Tag Archives: Text Prize 2011

Interview with Myke Bartlett, author of Fire in the Sea

Today I have the pleasure of interviewing Myke Bartlett, winner of the 2011 Text Prize for Young Adult and Children’s Writing, and author of the fantastic Fire in the Sea (you can read my review here).  I asked Myke a few questions about Fire in the Sea, his characters and his writing experience.  Thanks Myke!

1.  What inspired you to write Fire in the Sea?

Being a teacher, really. There’s nothing better than seeing kids excited about books and I started feeling a bit envious about the attention other authors were getting.

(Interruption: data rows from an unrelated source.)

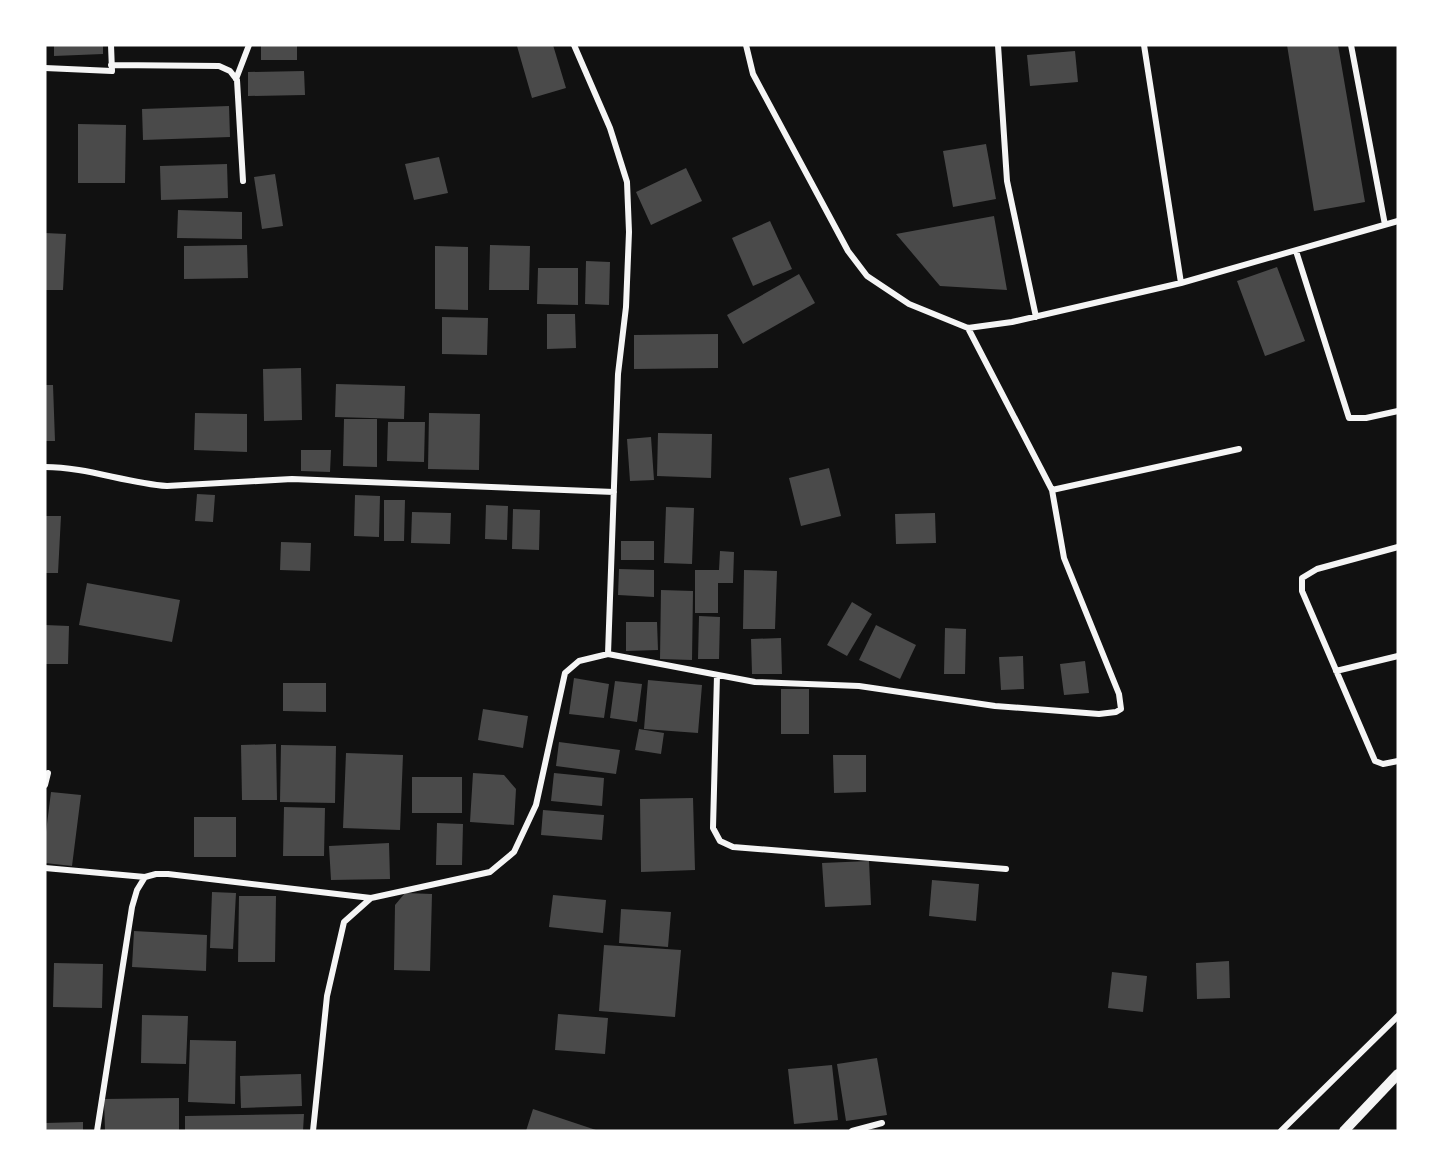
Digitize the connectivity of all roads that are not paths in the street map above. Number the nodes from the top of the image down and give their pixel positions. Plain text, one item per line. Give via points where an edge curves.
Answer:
1 (111, 45) edge
2 (249, 45) edge
3 (574, 45) edge
4 (746, 45) edge
5 (998, 45) edge
6 (1144, 45) edge
7 (1352, 45) edge
8 (111, 65) junction
9 (45, 69) edge
10 (236, 79) junction
11 (243, 182) dead end
12 (1398, 221) edge
13 (1385, 225) junction
14 (1296, 251) junction
15 (1181, 283) junction
16 (1036, 317) junction
17 (968, 328) junction
18 (1398, 411) edge
19 (1239, 449) dead end
20 (45, 467) edge
21 (1052, 490) junction
22 (614, 492) junction
23 (1398, 547) edge
24 (608, 654) junction
25 (1398, 656) edge
26 (1336, 671) junction
27 (717, 675) junction
28 (1398, 761) edge
29 (48, 773) dead end
30 (45, 785) edge
31 (45, 868) edge
32 (1006, 869) dead end
33 (145, 877) junction
34 (371, 898) junction
35 (1398, 1016) edge
36 (1398, 1074) edge
37 (882, 1123) dead end
38 (97, 1131) edge
39 (313, 1131) edge
40 (852, 1131) edge
41 (1281, 1131) edge
42 (1344, 1131) edge

1 - 8 street
2 - 10 street
3 - 22 street via 610,128 627,182 626,307 618,374
4 - 17 street via 753,74 848,251 867,276 909,304
5 - 16 street via 1006,181
6 - 15 street
7 - 13 street
8 - 9 street via 112,71
8 - 10 street via 219,66
10 - 11 street
12 - 13 street
13 - 14 street
14 - 15 street
14 - 18 street via 1349,418
15 - 16 street
16 - 17 street
17 - 21 street
19 - 21 street
20 - 22 street via 167,486 292,479
21 - 27 street via 1064,558 1119,694 1121,709 1116,712 995,706 859,686 755,682
22 - 24 street
23 - 26 street via 1317,569 1302,578 1302,591
24 - 27 street
24 - 34 street via 579,661 566,673 536,805 513,852 489,873
25 - 26 street
26 - 28 street via 1375,761
27 - 32 street via 713,828 720,841 733,847
29 - 30 street
31 - 33 street
33 - 34 street via 168,874
33 - 38 street via 132,907
34 - 39 street via 344,922 327,996
35 - 41 street
36 - 42 street
37 - 40 street

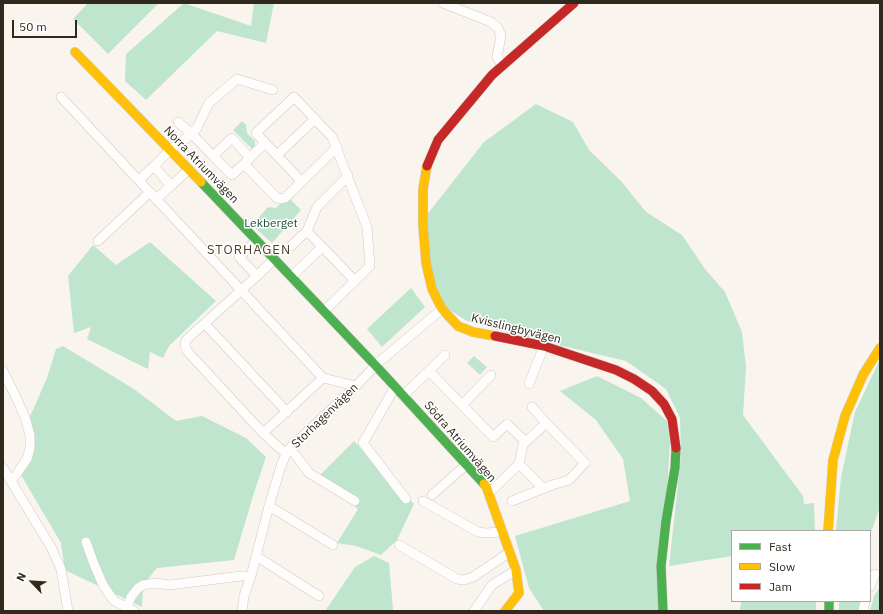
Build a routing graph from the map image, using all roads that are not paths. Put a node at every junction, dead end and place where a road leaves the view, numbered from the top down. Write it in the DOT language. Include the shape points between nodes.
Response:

I was determined to write something exciting and challenging that students would enjoy. I think I also really liked the idea of YA fiction being gateway fiction. These were the stories that would, hopefully, get kids hooked on good quality books. If they were reading something good when they were young, then they might demand better when they were older.

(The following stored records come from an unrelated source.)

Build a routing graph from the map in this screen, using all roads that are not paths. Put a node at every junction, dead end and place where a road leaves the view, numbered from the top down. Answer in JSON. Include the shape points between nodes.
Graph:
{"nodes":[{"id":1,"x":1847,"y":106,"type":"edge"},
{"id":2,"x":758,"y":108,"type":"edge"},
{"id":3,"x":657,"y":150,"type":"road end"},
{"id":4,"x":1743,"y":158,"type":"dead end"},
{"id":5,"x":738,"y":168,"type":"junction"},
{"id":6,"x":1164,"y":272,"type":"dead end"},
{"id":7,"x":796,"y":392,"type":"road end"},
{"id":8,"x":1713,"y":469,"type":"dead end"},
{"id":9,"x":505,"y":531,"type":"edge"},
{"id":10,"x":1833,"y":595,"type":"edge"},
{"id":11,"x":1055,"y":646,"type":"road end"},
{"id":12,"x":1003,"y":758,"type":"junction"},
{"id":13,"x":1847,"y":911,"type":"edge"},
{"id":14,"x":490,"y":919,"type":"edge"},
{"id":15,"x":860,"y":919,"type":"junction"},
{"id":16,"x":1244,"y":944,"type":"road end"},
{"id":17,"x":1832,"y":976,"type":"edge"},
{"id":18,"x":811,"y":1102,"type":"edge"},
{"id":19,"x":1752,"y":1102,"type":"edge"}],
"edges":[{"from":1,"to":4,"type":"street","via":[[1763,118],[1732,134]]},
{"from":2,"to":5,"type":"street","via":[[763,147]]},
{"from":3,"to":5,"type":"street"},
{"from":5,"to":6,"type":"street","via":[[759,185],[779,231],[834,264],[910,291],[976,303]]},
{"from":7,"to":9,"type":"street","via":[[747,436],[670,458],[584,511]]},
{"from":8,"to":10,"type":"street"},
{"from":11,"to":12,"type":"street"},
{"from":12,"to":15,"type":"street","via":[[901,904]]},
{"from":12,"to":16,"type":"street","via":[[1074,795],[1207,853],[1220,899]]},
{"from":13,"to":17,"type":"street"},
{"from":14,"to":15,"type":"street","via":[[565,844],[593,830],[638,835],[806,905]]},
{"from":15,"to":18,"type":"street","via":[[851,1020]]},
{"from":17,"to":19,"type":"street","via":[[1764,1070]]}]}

2.  Had the story been bubbling in your head long before you submitted it for the Text Prize?

I think I had the basic idea about Jake in 2009. But I didn’t start writing it until 2010, as I was working on something else. The actual writing was incredibly quick and painless, probably about six months in total on the first draft. It was a near run thing to get it in on time to Text. I think I posted it off on the last possible day.

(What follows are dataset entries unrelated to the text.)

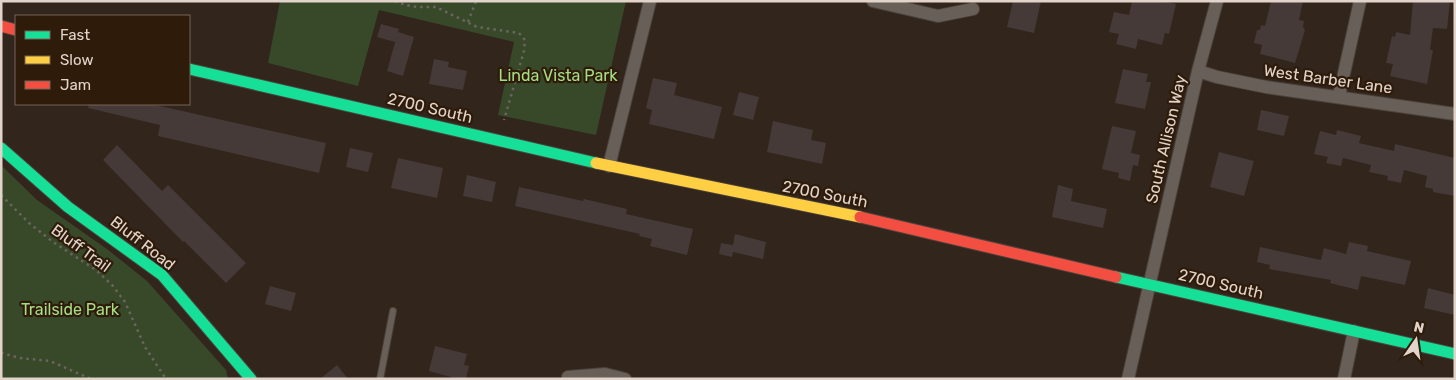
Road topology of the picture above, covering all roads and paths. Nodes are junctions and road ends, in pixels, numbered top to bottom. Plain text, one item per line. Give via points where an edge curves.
1 (395, 1) edge
2 (476, 1) edge
3 (650, 1) edge
4 (873, 1) edge
5 (1217, 1) edge
6 (1360, 1) edge
7 (973, 9) dead end
8 (468, 22) junction
9 (1, 26) edge
10 (15, 30) edge
11 (190, 70) edge
12 (1198, 71) junction
13 (1339, 96) junction
14 (1455, 114) edge
15 (504, 120) dead end
16 (1, 148) edge
17 (609, 166) junction
18 (1, 195) edge
19 (1149, 284) junction
20 (393, 311) dead end
21 (1354, 331) junction
22 (1, 353) edge
23 (1455, 354) edge
24 (568, 377) dead end
25 (91, 379) edge
26 (166, 379) edge
27 (251, 379) edge
28 (380, 379) edge
29 (625, 379) edge
30 (1128, 379) edge
31 (1344, 379) edge

1 - 8 path via 417,7 436,7
2 - 8 path
3 - 17 street
4 - 7 street via 938,16
5 - 12 street, South Allison Way
6 - 13 street
8 - 15 path via 477,27 519,33 525,40
9 - 10 main road
11 - 17 main road, 2700 South
12 - 13 street, West Barber Lane via 1266,87
12 - 19 street, South Allison Way
13 - 14 street, West Barber Lane
16 - 27 main road, Bluff Road via 68,207 162,275
17 - 19 main road, 2700 South via 884,222
18 - 26 path, Bluff Trail via 29,223 96,270 113,286 125,302 145,347
19 - 21 main road, 2700 South
19 - 30 street, South Allison Way
20 - 28 lane
21 - 23 main road, 2700 South
21 - 31 street
22 - 25 path via 50,361
24 - 29 street via 605,374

3.  How did it feel to win the Text Prize?

Unreal. In every sense of the word. I’d written the story specifically to win the Text Prize, so I suppose I felt as if I had achieved exactly what I’d set out to do. That was a great week. And then the editing process began… Which was also great, to be honest.

4.  Mythology plays an important part in Fire in the Sea.  Do you have a special interest in mythology and ancient cultures?

I’m probably much more interested in the real world, actually. But I was obsessed with that stuff as a kid. When I got older, I was more interested in ghosts and folk legends and things like that. Things that seemed like they might almost be real. That’s my favourite area of fiction — you know, through a glass darkly stuff. The sense that there might be a monster under the bed, or vampire bats in the fig tree. I think I drew on my memories of mythologies because they’re really where storytelling started. They were the first big blockbusters. Who wouldn’t want to borrow a bit of that genius?

5.  Who was your inspiration for the character of Sadie?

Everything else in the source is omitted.